[Stored dataset items]
*-*-*
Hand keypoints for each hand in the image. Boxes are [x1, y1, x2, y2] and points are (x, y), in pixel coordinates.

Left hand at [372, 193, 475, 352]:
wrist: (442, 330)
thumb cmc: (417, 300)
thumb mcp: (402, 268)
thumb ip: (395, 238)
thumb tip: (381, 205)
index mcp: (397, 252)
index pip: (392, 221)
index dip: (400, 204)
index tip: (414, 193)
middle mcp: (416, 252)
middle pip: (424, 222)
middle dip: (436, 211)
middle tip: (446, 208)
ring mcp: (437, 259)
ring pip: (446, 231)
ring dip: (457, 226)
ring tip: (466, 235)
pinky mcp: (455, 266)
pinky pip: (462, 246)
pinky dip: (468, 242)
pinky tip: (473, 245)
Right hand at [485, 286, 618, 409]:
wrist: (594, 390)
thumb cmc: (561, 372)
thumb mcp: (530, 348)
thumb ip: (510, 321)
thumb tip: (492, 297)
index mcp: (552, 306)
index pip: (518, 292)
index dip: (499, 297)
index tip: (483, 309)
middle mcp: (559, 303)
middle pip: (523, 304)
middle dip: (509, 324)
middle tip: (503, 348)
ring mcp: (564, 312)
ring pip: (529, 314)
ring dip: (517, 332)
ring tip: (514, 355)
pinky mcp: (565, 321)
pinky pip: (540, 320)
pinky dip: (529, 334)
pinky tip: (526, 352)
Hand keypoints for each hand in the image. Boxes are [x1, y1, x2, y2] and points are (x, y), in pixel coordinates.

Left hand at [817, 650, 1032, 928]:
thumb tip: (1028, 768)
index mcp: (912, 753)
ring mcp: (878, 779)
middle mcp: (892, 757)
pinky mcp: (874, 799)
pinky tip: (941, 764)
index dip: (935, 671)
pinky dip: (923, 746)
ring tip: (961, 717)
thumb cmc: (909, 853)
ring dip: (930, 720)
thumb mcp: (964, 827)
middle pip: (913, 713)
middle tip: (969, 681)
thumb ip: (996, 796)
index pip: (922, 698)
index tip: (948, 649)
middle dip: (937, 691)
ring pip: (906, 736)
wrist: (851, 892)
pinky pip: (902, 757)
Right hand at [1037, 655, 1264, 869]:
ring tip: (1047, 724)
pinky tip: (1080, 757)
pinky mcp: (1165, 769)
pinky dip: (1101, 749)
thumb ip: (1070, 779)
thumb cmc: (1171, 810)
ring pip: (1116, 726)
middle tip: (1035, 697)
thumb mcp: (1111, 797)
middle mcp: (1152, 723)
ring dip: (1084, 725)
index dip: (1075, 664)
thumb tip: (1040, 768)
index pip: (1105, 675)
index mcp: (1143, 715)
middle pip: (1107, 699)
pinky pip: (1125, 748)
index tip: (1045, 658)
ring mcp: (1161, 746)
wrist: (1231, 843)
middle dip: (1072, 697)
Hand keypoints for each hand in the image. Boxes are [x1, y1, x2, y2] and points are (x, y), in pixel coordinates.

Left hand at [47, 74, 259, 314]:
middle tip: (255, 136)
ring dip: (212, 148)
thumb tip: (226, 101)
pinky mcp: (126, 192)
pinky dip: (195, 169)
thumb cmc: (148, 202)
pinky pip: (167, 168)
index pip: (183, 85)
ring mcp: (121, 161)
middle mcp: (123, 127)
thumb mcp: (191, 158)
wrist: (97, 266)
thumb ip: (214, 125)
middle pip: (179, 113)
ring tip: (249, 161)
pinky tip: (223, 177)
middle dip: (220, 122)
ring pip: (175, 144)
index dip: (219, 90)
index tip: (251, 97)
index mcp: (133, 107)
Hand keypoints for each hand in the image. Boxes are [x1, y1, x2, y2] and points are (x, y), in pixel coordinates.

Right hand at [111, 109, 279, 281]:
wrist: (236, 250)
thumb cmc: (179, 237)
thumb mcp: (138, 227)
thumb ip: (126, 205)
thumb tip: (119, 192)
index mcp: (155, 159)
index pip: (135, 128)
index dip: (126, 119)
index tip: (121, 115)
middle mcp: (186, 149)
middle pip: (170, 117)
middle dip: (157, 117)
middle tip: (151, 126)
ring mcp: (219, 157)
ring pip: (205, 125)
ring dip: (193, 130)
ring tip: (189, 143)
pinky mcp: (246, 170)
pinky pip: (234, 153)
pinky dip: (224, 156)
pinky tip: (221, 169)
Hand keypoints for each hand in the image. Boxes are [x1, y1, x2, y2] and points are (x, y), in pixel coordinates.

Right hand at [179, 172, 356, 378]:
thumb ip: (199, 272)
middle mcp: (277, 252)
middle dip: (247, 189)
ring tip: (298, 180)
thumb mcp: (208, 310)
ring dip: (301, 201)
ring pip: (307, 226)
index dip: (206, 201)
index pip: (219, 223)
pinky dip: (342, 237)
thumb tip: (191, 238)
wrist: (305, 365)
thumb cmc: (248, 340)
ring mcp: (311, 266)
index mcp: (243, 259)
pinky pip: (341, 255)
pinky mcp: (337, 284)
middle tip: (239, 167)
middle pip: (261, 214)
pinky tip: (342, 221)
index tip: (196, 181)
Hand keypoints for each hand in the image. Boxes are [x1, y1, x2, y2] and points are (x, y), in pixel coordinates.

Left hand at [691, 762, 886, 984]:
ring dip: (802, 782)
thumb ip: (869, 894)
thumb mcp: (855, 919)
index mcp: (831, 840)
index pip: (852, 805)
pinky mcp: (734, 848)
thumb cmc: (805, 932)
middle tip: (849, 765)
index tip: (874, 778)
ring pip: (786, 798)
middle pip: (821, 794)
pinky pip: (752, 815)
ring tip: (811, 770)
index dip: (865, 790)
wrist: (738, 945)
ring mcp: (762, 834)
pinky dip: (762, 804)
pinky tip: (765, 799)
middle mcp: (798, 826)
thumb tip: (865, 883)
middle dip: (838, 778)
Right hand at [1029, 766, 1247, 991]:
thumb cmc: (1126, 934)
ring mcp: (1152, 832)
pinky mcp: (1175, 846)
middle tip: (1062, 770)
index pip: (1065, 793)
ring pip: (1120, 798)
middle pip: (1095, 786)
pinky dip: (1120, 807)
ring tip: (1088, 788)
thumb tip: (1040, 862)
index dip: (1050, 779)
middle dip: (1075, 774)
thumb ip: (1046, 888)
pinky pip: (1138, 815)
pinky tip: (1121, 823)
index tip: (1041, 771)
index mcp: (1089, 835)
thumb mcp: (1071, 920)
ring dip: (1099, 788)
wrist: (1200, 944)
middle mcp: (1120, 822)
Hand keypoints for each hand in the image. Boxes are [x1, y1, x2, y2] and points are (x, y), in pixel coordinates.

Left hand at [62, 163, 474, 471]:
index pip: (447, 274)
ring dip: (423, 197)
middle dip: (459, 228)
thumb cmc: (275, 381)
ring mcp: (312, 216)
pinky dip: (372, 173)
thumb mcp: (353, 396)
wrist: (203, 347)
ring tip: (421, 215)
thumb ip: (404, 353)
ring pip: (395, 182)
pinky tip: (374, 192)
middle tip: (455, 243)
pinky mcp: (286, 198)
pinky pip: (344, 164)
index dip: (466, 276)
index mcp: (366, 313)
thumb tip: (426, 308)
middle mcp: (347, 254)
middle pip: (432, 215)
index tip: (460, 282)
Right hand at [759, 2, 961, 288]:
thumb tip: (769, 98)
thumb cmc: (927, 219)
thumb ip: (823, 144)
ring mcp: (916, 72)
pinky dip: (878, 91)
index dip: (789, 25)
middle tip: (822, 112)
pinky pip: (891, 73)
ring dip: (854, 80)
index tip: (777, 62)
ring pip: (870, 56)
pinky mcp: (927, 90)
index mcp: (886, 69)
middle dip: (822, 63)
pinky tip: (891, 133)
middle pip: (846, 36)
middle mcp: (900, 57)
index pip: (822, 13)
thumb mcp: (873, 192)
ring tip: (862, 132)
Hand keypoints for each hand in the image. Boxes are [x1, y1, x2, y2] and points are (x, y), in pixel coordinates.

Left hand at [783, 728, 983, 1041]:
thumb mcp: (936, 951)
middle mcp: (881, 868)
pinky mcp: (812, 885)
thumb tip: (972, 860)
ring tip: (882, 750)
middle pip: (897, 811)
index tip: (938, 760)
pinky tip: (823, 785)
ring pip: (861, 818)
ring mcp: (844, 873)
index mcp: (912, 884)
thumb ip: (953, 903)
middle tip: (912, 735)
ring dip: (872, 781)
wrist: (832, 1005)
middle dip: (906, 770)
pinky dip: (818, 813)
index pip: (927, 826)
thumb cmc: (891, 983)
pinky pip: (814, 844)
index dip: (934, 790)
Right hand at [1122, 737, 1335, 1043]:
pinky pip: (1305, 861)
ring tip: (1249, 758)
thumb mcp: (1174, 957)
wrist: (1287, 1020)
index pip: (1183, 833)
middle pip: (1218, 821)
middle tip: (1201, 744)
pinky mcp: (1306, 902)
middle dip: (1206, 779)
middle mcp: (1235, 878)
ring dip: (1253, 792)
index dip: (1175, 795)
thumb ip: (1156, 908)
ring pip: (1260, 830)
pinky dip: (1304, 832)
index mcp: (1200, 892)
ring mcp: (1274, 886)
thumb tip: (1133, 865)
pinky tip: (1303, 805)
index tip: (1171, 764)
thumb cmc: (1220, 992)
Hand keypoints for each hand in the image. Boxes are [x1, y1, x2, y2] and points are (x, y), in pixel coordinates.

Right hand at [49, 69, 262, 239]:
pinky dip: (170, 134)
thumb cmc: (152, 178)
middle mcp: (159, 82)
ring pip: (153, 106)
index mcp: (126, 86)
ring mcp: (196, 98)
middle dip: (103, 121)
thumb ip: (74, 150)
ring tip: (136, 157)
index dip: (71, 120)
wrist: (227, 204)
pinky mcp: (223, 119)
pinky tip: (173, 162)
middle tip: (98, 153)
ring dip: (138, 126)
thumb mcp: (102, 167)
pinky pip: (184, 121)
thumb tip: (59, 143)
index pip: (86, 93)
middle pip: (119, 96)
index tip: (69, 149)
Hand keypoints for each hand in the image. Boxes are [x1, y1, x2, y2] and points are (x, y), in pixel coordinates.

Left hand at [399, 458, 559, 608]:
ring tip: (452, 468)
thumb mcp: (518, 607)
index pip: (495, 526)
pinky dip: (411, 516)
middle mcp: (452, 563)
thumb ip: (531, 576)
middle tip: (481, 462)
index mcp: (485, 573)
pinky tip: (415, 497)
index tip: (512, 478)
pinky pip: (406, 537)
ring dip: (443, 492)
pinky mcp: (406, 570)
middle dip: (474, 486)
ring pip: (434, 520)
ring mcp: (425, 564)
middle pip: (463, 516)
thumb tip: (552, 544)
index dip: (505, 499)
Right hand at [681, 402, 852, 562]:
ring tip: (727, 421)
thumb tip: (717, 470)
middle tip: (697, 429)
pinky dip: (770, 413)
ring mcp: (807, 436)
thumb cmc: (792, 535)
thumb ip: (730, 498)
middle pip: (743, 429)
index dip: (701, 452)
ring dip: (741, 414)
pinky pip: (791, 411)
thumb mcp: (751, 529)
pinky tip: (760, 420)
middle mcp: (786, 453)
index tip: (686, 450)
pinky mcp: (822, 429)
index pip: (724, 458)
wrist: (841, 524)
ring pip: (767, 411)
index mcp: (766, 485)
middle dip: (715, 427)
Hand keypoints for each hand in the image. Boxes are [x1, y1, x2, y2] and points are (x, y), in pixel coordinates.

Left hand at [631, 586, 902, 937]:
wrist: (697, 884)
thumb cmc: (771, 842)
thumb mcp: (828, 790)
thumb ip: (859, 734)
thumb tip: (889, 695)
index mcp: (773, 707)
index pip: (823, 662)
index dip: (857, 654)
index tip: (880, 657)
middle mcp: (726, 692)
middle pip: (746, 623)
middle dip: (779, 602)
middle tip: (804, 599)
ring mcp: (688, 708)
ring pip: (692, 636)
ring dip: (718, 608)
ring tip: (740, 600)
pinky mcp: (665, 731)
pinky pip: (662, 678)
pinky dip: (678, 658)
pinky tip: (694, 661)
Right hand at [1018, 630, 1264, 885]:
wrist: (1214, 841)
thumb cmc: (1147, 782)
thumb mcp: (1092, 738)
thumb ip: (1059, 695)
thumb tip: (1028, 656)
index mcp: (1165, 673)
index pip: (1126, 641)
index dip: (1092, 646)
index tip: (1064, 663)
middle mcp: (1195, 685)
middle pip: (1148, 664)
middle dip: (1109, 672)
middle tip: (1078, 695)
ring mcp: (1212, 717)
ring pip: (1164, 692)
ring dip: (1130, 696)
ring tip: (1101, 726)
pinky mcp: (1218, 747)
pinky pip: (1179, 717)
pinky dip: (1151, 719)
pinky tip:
*-*-*
Look above for the line containing "thumb cmc: (771, 842)"; copy from it through the last line, exactly, and nothing more.

» **Answer area**:
thumb cmc: (771, 842)
thumb mcp: (828, 790)
thumb ip: (859, 734)
thumb tip: (889, 695)
index mcp: (773, 707)
index pip: (823, 662)
index dip: (857, 654)
index tip: (880, 657)
middle mcp: (726, 692)
middle pip: (746, 623)
middle dip: (779, 602)
middle tip: (804, 599)
ring mcp: (688, 708)
ring pip: (692, 636)
ring dip: (718, 608)
ring tip: (740, 600)
pinky mcp: (665, 731)
pinky pip: (662, 678)
pinky dip: (678, 658)
pinky tip: (694, 661)
Right hand at [1018, 630, 1264, 885]:
wrist: (1214, 841)
thumb cmc: (1147, 782)
thumb mcp: (1092, 738)
thumb ip: (1059, 695)
thumb tip: (1028, 656)
index mcp: (1165, 673)
index pip: (1126, 641)
index dip: (1092, 646)
index tip: (1064, 663)
middle mcp: (1195, 685)
middle pip: (1148, 664)
middle dip: (1109, 672)
middle tip: (1078, 695)
ring mcp: (1212, 717)
ring pip: (1164, 692)
ring dip: (1130, 696)
ring tip: (1101, 726)
pinky mcp: (1218, 747)
pinky pip: (1179, 717)
pinky dip: (1151, 719)
pinky tip:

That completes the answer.